When making a payment using your app or Internet banking platform, both the payer and payee banks keep their own records of your one payment transaction. And usually, there are other intermediaries or middle-men who play a role in the completion of the payment process, each of whom keep records of transactions as well. For example, when you pay a merchant using your Mastercard credit card, the Mastercard network through which the payment is executed also monitors and keeps track of the transaction. Or when you are making an international payment, where your bank and the recipient’s bank are not the same, the payment transaction has to be processed through correspondent banks, where records will also be kept.
With Bitcoin, however, you can move your money from yourself to your recipient, without going through any 3rd parties. Furthermore, unlike traditional payments, reversals are not possible. Consider the example of when you use your credit card to rent a hotel room or a car, and funds are reserved. If the reserved funds are not required, it is released back to you and has the appearance of a transaction not having taken place. With Bitcoin, to get your money back, another transaction would have to be executed to send the bitcoin to you. This is a separate transaction and is different from releasing a reservation on your funds as would be the case with traditional money.
Bitcoin is different to other cryptocurrencies
Bitcoin is the first asset class that cannot be confiscated by an individual or entity with more power. No other asset has ever had this property. It also has the attribute of permissionless value transfer. More than 98% of other cryptocurrencies are centralised and under the auspices of some individual or entity.

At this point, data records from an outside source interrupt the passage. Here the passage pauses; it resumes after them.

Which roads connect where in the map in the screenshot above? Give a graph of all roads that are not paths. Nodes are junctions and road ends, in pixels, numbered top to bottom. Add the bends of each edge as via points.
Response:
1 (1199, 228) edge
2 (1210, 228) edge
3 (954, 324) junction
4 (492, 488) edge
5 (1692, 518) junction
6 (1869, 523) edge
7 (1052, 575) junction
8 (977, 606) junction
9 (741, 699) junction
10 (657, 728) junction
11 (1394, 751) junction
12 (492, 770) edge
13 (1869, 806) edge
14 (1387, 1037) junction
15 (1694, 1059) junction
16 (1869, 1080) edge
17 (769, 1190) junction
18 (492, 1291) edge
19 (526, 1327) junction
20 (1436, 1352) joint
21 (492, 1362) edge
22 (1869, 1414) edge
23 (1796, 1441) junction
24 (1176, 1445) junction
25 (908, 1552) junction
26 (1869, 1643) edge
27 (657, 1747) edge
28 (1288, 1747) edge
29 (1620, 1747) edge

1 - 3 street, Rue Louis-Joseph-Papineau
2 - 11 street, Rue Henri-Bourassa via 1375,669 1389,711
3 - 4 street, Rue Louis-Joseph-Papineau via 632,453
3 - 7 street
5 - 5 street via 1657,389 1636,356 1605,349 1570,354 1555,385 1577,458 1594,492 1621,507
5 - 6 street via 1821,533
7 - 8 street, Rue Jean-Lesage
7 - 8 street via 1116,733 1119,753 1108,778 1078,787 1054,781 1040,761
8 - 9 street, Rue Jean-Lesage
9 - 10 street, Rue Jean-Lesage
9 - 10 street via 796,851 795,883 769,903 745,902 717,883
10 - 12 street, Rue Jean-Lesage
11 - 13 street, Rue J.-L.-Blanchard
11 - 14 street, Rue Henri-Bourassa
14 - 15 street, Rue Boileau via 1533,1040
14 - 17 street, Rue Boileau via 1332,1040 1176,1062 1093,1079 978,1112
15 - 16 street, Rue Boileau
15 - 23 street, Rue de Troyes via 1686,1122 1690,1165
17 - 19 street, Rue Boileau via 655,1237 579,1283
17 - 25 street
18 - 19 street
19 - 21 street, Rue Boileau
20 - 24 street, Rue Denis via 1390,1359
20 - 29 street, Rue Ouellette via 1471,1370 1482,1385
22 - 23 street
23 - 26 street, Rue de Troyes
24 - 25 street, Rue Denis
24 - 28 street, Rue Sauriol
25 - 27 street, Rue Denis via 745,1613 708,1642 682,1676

They are therefore confiscatable. Bitcoin is not a company. It does not have a CEO or a marketing department. There is no off switch anywhere to disable it. It is not a security, i.e., it did not require a company to raise funds towards its development via a VC or ICO. There is no central authority.
The Bitcoin token/currency represented a significant breakthrough in our thinking. It enables an entirely different socio-economic model. Bitcoin introduced utility (payments, smart contracts, etc.) that was not practical without this currency – there are other cryptocurrency networks that can function just as well without the cryptocurrency, and even without a blockchain. For Bitcoin to work, it needs not only the blockchain but the cryptocurrency as an incentive along with a consensus mechanism as well.
Furthermore, this payment utility was enabled solely by the cryptocurrency or token itself and is not tied to the fortunes of any particular company or group of companies whatsoever!! Most ICO startups, however, are not creating new utility, but instead are grafting cryptocurrency and blockchain technology into existing business models. The value of these tokens is tied directly to the success of these firms.